ここで、合成樹脂としては、熱可塑性樹脂であれば特に限定されないが、高−中−低密度ポリエチレン、ポリプロピレン等のポリオレフィン、PET、PEN、PLA、PBT等のポリエステル樹脂の一種または複数種の樹脂粉末が採用できる。また、焦げ防止粉末物質としては、比誘電率の低い物質として、例えば炭酸カルシウム、タルク等が採用できる。これにより、糸尻部でのマイクロ波の吸収による発熱が減少し、焦げの発生を防止できる。
以上のような方法で糸尻部内周面に樹脂被覆をすることによって、糸引き現象が生じることなく所定の小領域に樹脂被覆を的確にすることができ、使用材料を最小限にすることができる。
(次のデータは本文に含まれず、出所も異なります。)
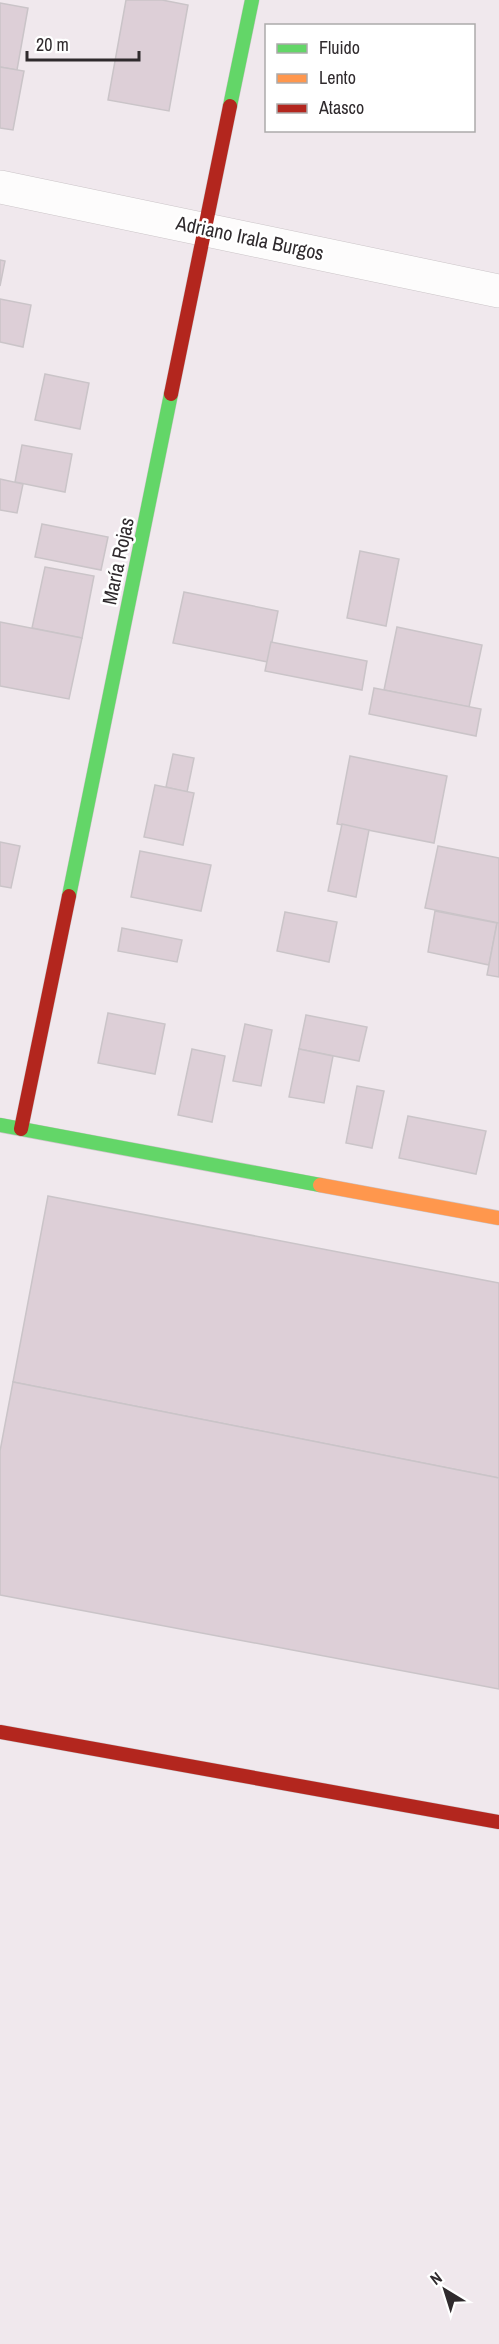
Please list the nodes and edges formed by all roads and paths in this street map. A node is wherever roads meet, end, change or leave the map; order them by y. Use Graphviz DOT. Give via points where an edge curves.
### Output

供試容器:コップ状容器(材質:胴部及び底部とも同じ)
材質層構成:
胴部:(内)ポリエチレン(20μm)//スラッシュスラッシュ紙(250g/m2)
底部:(内)ポリエチレン(40μm)//紙250g/m2//ポリエチレン(15μm)
満杯内容量:565ml、 糸尻部高さ:10mm
溶射条件:
粉体樹脂:平均粒径120μmの粉体ポリエチレン
焦げ防止物質:炭酸カルシウム
樹脂塗膜:糸尻部内周全周に沿って幅約10mm、被膜厚さ1mm以下
以上のようにして糸尻部内周面に焦げ防止物質を含有する樹脂被覆層を形成した。コップ状容器の焦げの発生状況を確認するために、次のような試験を行った。
容器充填内容物:水330ml
電子レンジ出力:500W
加熱時間:6min
上記加熱条件は、内容物(うどん食品)を食するのに最適な通常の加熱温度である。
焦げの発生状況:被覆層を形成した本実施例の容器の方が糸底部に発生した焦げの色が、比較例として被覆層を設けていない容器よりも薄く範囲が狭かった。
2 胴部
3 開口カール部
4 段差部
5 胴部貼り合わせ部
6 折返し片
7 糸尻部内周面
8 底部
9 環状屈曲部
10 糸尻部
11 樹脂被覆層
Claims (6)
- 電子レンジ加熱対応の紙成形容器であって、該紙成形容器の局所領域に焦げ防止物質を含有する樹脂被覆層を形成してなることを特徴とする紙成形容器。
- 前記局所領域が、コップ状紙成形容器の糸尻部内周面である請求項1に記載の紙成形容器。
- 前記樹脂被覆層は、樹脂粉末に焦げ防止物質粉末を混合した粉体を溶射して形成したものである請求項1又は2に記載の紙成形容器。
- 前記樹脂粉末がポリオレフィンまたはポリエステル樹脂である請求項3に記載の紙成形容器。
- 前記焦げ防止物質粉末が比誘電率2以下の無機物である請求項3又は4に記載の紙成形容器。
- 前記樹脂被覆層は、平均膜厚さが1mm以下である請求項1〜5何れかに記載の紙成形容器。